On the influence of microstructure evolution and wear mechanism of direct laser deposited Ti-Al-Si coatings with different Si contents

Abstract

In response to the problem of low hardness and poor wear resistance of TC4 coatings prepared by laser additive manufacturing, three titanium alloy coatings with different Si contents were prepared on a TC4 substrate by direct laser deposition (DLD) technology. The evolution of the microstructure and wear mechanism of the coatings were studied. The addition of the Si element facilitated the formation of Ti5Si3 hard phase, which exhibited a uniform mesh form.

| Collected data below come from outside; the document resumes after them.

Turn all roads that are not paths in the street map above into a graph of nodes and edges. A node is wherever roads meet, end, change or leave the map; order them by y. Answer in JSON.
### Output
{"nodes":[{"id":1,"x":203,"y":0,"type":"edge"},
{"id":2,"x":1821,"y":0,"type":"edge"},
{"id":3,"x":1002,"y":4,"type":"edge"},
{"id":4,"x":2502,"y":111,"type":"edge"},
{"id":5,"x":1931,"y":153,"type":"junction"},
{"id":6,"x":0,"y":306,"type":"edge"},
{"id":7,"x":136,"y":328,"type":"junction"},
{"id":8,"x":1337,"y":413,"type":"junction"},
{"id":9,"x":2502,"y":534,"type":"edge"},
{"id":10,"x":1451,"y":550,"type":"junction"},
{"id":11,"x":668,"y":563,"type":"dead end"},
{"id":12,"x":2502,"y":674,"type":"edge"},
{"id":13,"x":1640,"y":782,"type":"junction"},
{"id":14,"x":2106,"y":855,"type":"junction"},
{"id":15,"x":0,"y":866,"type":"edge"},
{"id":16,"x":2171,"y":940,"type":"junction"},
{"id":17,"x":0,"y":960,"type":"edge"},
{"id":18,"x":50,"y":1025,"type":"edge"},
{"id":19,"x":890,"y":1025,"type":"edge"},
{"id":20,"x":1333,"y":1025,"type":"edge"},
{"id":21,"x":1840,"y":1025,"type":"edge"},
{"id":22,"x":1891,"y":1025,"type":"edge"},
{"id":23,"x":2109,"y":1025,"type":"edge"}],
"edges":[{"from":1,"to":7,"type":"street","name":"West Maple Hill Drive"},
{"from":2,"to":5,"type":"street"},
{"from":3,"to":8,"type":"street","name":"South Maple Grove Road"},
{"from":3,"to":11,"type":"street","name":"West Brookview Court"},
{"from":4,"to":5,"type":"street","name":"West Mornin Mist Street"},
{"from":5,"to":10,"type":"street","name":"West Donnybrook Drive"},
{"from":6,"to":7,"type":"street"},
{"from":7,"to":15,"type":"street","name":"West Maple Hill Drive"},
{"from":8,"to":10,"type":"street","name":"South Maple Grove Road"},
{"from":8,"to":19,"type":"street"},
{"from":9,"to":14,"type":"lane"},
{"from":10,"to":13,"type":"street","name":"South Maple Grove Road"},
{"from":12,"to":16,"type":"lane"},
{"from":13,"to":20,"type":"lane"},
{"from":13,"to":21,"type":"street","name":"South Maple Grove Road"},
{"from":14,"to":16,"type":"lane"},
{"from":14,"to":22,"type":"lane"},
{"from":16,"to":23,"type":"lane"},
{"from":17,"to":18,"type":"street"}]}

The strengthening effect of the hard phase in the prepared coating increased with its proportion, demonstrating a positive correlation with the incremental addition of an Si element. However, the excessive addition of the Si element resulted in the surface cracking of the coating. The optimal DLD Ti-Al-Si coating was obtained when the Si content was 10 wt. %, with an average microhardness of 801 ± 24 HV0.2, 2.5 times greater than that of the TC4 substrate. The average friction coefficient of the Ti-Al-Si coating was 0.39, and the wear rate was 1.9%. The hard phase was uniformly distributed in a mesh form, which not only refined the wear debris and suppressed the shear force of the wear debris during wear but also slowed down the continuous wear of debris on the worn surface. The results of this study could provide a reference for preparing high-hardness and wear-resistant titanium alloy coatings by DLD.